**Your goal**
Using the data below, report how many lines hold the word "نوفمبر". Include nothing else in the reply.

**Information supplied**
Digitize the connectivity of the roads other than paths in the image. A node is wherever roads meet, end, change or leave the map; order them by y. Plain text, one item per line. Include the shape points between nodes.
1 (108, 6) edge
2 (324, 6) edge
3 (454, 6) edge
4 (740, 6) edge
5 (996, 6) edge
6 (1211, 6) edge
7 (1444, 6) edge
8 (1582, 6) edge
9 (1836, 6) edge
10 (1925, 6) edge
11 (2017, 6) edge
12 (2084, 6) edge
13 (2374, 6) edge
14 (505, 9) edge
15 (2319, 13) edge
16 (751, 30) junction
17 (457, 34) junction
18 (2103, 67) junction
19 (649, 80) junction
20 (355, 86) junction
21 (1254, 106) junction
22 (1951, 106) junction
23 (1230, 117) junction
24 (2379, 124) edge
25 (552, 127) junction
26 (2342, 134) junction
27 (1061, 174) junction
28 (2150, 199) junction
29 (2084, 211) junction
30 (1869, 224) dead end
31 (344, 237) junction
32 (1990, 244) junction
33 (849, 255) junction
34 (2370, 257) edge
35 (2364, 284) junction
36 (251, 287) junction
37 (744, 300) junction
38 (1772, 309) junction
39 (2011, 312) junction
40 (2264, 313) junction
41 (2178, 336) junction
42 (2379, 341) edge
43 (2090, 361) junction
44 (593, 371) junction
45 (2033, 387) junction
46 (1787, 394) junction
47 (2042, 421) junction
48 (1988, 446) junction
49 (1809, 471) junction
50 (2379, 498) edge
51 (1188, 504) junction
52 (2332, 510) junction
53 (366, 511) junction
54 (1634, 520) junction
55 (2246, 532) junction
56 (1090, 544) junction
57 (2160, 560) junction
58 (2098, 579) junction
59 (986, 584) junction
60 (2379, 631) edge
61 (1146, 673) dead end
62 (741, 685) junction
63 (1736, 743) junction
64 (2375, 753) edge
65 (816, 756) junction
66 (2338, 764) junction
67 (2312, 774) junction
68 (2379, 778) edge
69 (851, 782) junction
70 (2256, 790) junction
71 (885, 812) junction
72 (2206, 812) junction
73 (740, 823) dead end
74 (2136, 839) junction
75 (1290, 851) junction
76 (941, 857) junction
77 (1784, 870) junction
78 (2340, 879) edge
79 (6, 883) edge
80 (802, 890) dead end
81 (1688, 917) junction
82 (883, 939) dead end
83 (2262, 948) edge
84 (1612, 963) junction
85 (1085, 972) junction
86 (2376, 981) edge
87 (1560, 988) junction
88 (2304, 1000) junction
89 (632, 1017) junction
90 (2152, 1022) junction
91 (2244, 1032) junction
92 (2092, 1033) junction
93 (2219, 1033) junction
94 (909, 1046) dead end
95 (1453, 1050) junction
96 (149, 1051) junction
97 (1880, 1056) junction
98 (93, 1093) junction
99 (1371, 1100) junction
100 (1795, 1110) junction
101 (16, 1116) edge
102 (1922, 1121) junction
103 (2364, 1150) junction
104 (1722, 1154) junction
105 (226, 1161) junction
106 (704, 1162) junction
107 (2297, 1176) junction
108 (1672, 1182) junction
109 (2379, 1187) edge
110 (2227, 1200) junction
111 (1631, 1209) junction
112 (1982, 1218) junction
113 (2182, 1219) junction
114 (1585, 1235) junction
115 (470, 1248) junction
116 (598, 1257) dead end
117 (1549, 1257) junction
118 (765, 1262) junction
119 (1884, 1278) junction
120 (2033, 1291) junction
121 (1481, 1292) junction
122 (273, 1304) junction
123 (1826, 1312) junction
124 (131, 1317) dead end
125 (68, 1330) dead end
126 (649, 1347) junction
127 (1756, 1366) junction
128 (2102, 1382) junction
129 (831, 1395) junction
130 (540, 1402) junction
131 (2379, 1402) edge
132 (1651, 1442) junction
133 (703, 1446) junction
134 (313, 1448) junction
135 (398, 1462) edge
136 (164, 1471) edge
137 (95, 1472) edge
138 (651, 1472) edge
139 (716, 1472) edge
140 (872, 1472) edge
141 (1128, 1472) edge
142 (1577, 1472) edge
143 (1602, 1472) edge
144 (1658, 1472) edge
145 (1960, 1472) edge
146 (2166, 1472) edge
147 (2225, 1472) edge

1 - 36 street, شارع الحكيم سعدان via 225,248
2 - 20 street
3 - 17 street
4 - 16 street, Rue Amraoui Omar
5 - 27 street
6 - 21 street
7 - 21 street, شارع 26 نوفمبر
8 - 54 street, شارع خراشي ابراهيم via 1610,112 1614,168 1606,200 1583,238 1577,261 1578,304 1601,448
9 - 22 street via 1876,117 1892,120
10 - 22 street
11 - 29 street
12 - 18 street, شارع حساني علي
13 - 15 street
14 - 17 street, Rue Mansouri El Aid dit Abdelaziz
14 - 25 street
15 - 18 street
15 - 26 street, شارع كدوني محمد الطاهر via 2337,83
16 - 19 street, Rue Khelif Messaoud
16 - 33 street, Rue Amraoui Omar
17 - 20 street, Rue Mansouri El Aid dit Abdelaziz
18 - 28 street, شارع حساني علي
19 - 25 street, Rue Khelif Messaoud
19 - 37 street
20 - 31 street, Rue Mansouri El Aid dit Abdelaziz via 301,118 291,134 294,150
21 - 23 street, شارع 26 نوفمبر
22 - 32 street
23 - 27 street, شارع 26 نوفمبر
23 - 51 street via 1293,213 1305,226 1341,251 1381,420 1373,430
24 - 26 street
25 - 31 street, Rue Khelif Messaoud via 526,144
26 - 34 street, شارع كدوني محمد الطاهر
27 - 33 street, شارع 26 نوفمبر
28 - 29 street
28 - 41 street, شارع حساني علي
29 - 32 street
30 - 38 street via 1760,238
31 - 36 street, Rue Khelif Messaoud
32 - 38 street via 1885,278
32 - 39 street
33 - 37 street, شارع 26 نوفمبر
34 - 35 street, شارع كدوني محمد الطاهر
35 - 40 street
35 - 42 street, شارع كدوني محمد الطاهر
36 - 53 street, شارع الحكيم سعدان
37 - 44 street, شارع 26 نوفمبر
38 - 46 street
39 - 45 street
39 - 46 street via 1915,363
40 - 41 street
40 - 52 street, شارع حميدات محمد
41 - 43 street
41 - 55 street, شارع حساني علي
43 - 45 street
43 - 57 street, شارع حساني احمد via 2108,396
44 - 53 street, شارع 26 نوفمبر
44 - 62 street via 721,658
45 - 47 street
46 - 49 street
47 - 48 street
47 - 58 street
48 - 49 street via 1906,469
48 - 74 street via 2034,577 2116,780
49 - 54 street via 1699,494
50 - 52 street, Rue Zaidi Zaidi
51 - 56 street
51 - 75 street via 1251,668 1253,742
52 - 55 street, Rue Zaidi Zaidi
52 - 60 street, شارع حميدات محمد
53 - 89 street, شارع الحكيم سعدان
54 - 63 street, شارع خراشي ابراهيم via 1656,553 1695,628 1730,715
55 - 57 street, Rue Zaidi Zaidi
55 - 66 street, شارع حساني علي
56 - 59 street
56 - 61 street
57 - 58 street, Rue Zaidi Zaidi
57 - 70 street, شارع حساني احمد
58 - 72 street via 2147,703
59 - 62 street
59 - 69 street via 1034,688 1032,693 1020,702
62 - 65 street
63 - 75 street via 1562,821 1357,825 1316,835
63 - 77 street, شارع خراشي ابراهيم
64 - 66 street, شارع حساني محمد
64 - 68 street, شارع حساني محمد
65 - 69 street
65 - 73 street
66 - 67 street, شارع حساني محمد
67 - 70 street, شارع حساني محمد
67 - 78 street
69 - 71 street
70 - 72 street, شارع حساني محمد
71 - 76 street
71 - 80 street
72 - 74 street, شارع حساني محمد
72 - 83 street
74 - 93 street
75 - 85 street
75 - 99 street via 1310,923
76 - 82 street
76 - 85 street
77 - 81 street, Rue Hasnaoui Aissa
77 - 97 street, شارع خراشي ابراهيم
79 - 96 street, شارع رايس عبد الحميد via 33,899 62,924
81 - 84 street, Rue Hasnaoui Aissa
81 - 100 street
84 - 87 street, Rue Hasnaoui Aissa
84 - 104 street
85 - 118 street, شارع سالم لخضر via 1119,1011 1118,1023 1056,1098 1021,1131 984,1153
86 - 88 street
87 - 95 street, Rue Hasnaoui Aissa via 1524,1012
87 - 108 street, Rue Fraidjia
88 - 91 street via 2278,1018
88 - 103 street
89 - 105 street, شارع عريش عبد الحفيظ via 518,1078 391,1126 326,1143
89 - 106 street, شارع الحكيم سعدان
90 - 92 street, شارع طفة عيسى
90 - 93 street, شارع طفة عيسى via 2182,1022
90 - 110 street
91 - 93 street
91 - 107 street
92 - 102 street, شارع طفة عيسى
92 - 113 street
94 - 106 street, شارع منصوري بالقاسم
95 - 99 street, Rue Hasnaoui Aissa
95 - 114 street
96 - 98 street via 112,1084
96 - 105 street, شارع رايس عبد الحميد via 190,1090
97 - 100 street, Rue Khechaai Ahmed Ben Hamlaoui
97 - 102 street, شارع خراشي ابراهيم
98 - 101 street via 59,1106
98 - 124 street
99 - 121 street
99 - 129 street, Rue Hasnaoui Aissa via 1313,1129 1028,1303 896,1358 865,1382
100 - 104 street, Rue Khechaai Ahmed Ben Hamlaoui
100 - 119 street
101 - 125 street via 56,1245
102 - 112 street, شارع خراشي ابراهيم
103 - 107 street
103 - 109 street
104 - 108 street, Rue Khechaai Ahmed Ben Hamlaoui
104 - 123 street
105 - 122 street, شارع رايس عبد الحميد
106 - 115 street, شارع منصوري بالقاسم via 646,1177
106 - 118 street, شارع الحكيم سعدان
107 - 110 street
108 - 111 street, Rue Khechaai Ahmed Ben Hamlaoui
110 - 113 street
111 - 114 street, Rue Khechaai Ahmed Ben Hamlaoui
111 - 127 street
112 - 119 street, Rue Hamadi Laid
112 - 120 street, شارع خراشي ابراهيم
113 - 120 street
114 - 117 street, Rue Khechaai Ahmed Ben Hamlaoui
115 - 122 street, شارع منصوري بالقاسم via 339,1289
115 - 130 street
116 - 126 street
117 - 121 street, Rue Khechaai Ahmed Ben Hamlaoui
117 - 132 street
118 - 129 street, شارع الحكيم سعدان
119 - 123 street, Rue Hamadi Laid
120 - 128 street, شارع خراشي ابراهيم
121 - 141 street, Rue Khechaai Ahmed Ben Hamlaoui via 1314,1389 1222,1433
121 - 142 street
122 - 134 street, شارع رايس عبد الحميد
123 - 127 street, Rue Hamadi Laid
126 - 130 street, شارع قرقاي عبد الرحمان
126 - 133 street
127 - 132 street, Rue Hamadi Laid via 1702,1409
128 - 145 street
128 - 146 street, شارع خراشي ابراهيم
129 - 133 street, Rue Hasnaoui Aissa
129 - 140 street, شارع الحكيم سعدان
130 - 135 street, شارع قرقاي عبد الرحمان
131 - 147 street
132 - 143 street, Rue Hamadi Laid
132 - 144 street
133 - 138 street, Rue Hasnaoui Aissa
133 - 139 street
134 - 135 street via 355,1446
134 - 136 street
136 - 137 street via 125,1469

**Solution below**
7